Map of typhoon Utor’s track. The minimum and maximum wind speeds were approximately 18 and 54 m/s, respectively.

In general, wind speed estimation based on reflected signals has been developed and discussed. For instance, Least Squares (LS) fitting of the measured Delay Doppler Map (DDM) to the theoretical Zavorotny and Voronvich model and the regression technique based on geophysical parameters. Both techniques have been widely applied and the results show good agreement with in situ wind speed measurement [17,18,19,20,21,22,23]. However, this technique does not learn the characteristics of the variables. For this reason, a machine learning technique was applied to estimate wind speeds [24]. In this work, we propose a combination of an artificial neural network (ANN) and a particle filter (PF) to estimate wind speeds based on the reflected signal information of the BeiDou G4 satellite. The study area focuses on the ocean surface of the South China Sea near the cost of the Yangjiang province. In addition, particle swarm optimization (PSO) was applied to find the optimal weight and bias of the ANN because of its high efficiency and easy implementation; it only requires the adjustment of a few parameters [25,26,27]. Moreover, the particle filter was implemented as an adaptive algorithm that is independent of missing factors and more robust in nature [28,29,30,31].

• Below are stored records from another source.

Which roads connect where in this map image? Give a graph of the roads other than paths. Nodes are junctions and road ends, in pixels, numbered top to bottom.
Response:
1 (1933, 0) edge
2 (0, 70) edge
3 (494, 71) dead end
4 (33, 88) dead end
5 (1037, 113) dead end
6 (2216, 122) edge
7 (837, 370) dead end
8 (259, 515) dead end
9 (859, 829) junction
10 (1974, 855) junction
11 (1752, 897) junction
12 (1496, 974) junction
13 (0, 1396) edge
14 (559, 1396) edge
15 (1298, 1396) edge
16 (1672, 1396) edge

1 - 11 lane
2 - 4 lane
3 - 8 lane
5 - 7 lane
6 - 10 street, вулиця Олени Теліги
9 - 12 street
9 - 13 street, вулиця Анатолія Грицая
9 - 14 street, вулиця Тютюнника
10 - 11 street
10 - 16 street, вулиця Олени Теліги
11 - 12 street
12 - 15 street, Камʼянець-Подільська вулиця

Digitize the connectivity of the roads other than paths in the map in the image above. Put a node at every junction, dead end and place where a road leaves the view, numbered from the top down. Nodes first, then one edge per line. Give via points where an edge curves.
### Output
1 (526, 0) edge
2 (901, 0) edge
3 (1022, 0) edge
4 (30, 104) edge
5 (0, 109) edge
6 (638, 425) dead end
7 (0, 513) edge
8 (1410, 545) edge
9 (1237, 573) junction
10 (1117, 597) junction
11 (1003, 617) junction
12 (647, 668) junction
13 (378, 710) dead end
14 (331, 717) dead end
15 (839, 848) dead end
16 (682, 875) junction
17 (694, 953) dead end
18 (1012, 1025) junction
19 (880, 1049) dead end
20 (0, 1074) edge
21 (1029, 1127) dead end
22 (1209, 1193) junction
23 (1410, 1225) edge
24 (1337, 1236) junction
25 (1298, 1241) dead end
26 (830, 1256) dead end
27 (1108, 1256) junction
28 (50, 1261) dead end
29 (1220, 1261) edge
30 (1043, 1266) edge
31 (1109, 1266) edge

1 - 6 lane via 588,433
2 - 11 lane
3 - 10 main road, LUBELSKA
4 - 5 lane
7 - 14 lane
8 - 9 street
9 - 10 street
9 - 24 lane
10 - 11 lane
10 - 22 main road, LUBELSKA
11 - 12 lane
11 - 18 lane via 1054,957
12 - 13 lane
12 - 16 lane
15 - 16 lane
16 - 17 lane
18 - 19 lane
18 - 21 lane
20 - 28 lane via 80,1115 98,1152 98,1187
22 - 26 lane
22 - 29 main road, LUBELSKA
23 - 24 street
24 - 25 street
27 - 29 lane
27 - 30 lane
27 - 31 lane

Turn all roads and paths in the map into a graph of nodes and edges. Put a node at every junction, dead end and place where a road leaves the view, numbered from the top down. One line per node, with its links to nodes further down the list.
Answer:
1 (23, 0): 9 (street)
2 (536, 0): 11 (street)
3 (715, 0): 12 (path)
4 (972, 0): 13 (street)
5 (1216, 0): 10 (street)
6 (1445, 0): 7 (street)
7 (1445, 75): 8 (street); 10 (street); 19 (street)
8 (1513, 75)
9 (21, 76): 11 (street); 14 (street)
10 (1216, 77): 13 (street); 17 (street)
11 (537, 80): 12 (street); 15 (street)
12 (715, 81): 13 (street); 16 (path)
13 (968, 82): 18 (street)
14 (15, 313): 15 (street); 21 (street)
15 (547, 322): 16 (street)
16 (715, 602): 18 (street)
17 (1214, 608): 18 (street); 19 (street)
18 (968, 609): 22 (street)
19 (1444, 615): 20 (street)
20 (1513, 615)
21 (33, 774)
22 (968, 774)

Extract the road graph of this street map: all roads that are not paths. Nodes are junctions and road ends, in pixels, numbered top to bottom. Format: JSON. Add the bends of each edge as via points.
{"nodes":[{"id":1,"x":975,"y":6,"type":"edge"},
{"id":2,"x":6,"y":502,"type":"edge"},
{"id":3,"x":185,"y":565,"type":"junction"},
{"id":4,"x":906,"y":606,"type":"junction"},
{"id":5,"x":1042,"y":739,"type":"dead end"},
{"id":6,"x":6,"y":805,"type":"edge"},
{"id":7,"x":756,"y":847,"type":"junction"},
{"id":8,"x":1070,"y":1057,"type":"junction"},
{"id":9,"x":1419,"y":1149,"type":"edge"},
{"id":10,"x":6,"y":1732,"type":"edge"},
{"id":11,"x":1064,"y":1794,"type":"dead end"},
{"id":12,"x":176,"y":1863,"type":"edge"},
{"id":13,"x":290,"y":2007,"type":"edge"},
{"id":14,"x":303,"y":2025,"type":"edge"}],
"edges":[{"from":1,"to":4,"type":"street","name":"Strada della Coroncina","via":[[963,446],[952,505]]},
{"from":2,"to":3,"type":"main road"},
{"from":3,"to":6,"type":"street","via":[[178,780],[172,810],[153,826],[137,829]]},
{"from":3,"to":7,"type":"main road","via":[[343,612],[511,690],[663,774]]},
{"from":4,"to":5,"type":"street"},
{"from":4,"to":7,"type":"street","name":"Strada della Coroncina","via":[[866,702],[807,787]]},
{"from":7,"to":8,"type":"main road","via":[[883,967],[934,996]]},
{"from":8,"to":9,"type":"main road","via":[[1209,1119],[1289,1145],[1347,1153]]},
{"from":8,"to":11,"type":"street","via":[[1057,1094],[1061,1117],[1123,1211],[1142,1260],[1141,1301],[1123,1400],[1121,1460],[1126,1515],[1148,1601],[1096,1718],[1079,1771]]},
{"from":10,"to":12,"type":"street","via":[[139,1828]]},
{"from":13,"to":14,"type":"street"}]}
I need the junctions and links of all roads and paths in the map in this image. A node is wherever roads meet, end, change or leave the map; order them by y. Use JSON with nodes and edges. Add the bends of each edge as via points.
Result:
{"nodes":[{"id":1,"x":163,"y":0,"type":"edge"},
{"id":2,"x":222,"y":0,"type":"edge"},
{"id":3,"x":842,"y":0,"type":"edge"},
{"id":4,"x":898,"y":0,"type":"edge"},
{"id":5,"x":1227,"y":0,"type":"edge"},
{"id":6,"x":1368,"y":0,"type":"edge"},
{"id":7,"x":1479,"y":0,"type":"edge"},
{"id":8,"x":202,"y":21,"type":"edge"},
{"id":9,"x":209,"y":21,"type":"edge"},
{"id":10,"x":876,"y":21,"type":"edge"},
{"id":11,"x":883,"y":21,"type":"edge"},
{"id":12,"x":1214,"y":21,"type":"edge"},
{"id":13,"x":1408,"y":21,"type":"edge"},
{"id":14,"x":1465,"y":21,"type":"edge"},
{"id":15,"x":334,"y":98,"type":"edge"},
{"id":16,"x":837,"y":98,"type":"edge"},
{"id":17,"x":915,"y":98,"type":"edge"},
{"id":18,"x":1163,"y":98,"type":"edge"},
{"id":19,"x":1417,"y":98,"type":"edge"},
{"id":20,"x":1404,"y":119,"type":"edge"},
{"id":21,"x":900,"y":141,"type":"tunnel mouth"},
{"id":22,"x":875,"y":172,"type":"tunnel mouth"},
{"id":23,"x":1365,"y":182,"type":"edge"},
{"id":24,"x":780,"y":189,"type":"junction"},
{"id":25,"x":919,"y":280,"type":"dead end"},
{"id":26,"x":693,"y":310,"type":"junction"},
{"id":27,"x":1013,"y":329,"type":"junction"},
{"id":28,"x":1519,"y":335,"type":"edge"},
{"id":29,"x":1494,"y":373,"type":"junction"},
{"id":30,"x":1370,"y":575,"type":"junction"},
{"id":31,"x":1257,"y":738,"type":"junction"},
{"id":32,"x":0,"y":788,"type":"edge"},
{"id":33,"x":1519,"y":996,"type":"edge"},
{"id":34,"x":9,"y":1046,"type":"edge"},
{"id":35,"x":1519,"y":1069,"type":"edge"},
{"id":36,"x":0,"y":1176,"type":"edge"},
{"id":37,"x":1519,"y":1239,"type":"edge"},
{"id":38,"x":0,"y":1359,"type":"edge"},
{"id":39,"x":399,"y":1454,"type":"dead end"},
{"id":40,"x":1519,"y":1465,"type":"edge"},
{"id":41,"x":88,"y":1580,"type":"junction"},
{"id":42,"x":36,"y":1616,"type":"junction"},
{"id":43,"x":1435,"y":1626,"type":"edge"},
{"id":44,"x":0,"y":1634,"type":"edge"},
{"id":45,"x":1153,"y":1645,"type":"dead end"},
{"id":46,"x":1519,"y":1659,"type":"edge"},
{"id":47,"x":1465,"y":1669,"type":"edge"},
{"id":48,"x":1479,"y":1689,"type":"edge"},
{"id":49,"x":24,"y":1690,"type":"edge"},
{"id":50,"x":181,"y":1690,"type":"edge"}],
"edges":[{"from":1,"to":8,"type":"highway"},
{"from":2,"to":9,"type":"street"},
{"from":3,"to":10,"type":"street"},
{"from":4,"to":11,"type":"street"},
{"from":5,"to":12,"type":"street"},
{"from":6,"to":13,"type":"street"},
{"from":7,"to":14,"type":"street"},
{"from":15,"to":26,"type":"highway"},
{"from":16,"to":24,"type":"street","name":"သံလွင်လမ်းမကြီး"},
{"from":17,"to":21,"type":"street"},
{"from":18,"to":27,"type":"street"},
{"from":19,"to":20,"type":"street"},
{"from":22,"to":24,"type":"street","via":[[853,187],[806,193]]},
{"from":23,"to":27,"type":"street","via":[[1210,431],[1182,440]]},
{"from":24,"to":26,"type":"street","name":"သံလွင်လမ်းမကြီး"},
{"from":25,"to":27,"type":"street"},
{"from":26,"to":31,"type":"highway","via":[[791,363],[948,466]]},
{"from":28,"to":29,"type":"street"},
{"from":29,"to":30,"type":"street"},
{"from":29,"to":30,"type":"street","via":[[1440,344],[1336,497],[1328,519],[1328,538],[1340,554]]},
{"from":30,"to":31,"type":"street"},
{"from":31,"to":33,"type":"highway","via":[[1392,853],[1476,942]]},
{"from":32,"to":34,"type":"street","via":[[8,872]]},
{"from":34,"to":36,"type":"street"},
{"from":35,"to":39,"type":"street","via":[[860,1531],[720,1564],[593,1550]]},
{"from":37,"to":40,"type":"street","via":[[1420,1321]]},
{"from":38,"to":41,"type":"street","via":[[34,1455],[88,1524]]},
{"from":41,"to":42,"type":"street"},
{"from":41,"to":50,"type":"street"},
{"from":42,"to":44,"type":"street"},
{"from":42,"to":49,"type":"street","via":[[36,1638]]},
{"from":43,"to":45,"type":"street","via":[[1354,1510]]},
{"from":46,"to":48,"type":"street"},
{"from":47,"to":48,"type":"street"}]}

The remainder of this paper is organized as follows: Section 2 describes the study area and the specific details of the data collection; Section 3 and Section 4 present the algorithm for wind speed estimation, which includes the ANN, PSO, and PF techniques; and Section 5 discusses the error comparison and experimental results. Finally, the conclusions are presented in Section 6.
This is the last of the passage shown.